Anggota Komisi I Dewan Perwakilan Rakyat (DPR) dari Fraksi Partai Demokrasi Indonesia Perjuangan (PDDP) Tubagus Hasanuddin mengkritisi penunjukkan Letnan Jenderal (Purn) Sutiyoso menjadi calon Kepala Badan Intelijen oleh Presiden Joko Widodo. Ia mengkaitkan Sutiyoso dengan penyerangan kantor PDIP, 27 Juli 1996.
Dalam pandangan Hasanuddin, selain usia Sutiyoso yang sudah tua, Ketua Ketua Umum Partai Keadilan dan Persatuan Indonesia (PKPI) itu juga punya catatan kelam dengan PDIP.
Dikatakan Hasanuddin, saat terjadi peristiwa penyerangan Kantor PDIP, di Jalan Diponegoro, Jakarta Pusat, atau dikenal dengan Kudatuli 1996, Sutiyoso menjabat sebagai Panglima Kodam Jaya dan pemegang komando wilayah Jakarta saat itu.

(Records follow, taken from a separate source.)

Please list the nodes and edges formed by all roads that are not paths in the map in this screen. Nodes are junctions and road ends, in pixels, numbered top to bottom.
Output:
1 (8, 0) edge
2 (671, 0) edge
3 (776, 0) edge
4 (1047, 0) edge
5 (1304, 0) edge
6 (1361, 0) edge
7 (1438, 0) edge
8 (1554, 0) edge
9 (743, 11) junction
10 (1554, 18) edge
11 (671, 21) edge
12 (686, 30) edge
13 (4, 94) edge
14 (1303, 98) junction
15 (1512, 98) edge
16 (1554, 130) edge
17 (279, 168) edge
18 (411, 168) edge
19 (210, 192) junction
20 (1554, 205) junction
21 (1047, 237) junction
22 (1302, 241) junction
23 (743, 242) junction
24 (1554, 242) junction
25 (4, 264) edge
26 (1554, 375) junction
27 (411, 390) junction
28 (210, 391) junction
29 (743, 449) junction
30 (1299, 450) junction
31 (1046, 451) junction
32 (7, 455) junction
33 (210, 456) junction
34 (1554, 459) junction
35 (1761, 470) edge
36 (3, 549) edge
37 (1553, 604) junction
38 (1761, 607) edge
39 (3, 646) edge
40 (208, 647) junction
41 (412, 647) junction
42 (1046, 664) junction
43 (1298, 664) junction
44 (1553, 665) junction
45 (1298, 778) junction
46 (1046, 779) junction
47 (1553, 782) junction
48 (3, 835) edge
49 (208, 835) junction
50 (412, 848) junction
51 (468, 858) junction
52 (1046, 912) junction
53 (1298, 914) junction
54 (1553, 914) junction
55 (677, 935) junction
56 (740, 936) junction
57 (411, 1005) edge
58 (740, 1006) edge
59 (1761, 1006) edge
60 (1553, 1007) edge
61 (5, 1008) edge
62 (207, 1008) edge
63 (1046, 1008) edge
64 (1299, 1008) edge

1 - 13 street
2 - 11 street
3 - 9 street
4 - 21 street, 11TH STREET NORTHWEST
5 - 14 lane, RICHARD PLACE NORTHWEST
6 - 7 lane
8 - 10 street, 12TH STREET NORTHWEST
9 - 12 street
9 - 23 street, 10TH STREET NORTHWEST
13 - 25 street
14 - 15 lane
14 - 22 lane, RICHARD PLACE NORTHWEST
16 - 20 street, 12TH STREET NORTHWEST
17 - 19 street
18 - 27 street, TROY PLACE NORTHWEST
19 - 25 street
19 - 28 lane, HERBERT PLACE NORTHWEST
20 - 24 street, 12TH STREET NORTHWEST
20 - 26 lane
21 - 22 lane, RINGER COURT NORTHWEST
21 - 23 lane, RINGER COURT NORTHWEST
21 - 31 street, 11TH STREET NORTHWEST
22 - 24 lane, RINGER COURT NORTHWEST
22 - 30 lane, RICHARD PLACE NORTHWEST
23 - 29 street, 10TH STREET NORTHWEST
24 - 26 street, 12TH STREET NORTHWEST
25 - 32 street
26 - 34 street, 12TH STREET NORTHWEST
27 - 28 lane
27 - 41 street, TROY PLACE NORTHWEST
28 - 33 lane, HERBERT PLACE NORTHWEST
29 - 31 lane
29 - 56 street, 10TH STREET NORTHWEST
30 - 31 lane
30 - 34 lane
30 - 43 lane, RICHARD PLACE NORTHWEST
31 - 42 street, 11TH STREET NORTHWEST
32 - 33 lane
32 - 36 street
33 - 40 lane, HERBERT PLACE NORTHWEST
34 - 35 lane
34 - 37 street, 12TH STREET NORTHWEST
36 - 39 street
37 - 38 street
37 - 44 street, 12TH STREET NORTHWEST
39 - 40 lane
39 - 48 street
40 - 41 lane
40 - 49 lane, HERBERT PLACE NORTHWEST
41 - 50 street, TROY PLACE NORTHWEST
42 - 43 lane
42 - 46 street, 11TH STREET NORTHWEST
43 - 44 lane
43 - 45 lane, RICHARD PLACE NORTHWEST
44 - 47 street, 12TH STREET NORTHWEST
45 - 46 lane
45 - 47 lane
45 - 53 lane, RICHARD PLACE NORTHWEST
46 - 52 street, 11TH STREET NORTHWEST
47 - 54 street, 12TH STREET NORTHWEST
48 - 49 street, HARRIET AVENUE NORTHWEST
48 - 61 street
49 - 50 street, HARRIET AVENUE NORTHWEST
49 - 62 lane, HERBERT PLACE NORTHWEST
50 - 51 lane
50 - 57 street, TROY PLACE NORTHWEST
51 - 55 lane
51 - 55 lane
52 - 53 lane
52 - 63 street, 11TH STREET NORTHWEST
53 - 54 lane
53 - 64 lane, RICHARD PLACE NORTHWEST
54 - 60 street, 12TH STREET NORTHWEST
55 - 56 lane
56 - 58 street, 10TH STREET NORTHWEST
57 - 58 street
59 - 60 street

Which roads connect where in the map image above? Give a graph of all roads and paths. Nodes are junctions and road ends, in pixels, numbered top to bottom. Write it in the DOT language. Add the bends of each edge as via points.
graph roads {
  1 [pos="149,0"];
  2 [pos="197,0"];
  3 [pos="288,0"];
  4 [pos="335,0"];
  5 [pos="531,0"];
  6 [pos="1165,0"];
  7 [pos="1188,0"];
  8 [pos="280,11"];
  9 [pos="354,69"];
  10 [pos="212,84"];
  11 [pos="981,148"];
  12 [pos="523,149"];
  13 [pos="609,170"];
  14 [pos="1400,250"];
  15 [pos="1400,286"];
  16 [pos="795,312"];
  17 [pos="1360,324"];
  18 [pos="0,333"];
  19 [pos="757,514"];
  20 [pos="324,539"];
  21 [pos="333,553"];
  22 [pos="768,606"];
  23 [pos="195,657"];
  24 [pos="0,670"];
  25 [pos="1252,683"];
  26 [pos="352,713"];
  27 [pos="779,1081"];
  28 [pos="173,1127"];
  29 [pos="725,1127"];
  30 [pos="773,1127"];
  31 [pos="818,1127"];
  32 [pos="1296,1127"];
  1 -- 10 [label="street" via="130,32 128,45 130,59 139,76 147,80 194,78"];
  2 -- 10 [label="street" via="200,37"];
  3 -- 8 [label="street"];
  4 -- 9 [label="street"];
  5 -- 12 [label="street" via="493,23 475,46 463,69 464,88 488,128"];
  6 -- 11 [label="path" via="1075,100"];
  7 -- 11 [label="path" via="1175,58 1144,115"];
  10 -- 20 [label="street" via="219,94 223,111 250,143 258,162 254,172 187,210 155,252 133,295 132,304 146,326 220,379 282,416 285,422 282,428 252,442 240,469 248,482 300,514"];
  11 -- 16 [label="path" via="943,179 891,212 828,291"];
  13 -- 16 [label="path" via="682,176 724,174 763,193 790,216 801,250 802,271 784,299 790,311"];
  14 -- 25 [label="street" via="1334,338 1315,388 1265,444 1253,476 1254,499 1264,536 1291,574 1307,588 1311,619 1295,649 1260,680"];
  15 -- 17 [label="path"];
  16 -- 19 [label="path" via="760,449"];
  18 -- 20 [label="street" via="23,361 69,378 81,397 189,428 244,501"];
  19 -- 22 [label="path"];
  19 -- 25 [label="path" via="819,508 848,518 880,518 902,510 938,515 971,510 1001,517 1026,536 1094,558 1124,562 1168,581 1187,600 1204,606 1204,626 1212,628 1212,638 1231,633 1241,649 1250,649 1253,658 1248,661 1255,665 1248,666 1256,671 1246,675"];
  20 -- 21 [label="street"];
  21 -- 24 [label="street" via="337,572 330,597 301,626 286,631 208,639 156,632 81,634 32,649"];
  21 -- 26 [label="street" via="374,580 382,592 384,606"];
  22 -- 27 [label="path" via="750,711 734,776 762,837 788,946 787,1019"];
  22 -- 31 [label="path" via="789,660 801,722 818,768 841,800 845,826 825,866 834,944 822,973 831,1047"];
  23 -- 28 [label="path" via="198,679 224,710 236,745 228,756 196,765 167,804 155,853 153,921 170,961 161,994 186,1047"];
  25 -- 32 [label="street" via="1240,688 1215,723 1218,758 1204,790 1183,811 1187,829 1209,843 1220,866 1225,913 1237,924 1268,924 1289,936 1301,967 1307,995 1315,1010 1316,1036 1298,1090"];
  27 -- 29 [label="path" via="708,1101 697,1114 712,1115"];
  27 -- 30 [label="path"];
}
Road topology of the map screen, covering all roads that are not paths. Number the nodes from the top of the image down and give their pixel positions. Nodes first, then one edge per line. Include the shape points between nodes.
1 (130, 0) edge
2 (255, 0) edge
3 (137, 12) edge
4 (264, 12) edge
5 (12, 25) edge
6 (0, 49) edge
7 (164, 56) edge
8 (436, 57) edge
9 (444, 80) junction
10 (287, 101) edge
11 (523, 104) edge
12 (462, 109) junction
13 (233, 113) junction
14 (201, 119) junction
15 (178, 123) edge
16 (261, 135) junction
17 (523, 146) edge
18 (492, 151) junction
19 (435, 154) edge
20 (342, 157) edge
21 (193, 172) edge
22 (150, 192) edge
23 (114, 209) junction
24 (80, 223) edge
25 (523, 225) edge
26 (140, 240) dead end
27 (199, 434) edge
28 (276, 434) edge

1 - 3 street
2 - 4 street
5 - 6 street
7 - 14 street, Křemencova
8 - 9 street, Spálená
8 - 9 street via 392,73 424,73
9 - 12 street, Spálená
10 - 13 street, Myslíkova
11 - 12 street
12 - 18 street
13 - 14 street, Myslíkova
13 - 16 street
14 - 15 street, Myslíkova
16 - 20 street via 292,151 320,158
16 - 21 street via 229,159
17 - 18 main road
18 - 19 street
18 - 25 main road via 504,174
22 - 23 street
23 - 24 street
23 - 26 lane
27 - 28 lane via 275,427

“Setahu saya, beliau yang nyerbu Kantor PDI Perjuangan," ujar dia, kepada pers di Gedung DPR Jakarta, Rabu (10/06).
Akan tetapi, Hasanuddin memahami, bahwa penunjukan Kepala BIN adalah prerogratif Presiden dan ia menghormatinya. “Saya tidak sayangkan. Saya tidak apresiasi. Saya tidak juga pasrah. Tapi itu hak prerogatif presiden. Ya sudah lah. Tapi apa kata kader (PDIP)?" ujar anggota Komisi I DPR.
Hasanuddin mengakui, Sutiyoso memiliki kemampuan intelijen. Namun, mantan Gubernur DKI Jakarta itu harus beradaptasi dengan masa kini. “Skill intelijennya itu zaman dulu, identifikasi, penyelidikan, penangkapan, kalau sekarang kan sudah berubah," kata dia.
Tantangan BIN ke depan juga cukup banyak. Menurut Hasanuddin, Kepala BIN yang akan datang harus bisa mengawal keselamatan bangsa dan negara.”BIN itu mengawal bangsa dan negara, keselamatan bangsa dan negara. Yang berat mengubah mainset intelijen zaman dulu menjadi sekarang," ujarnya.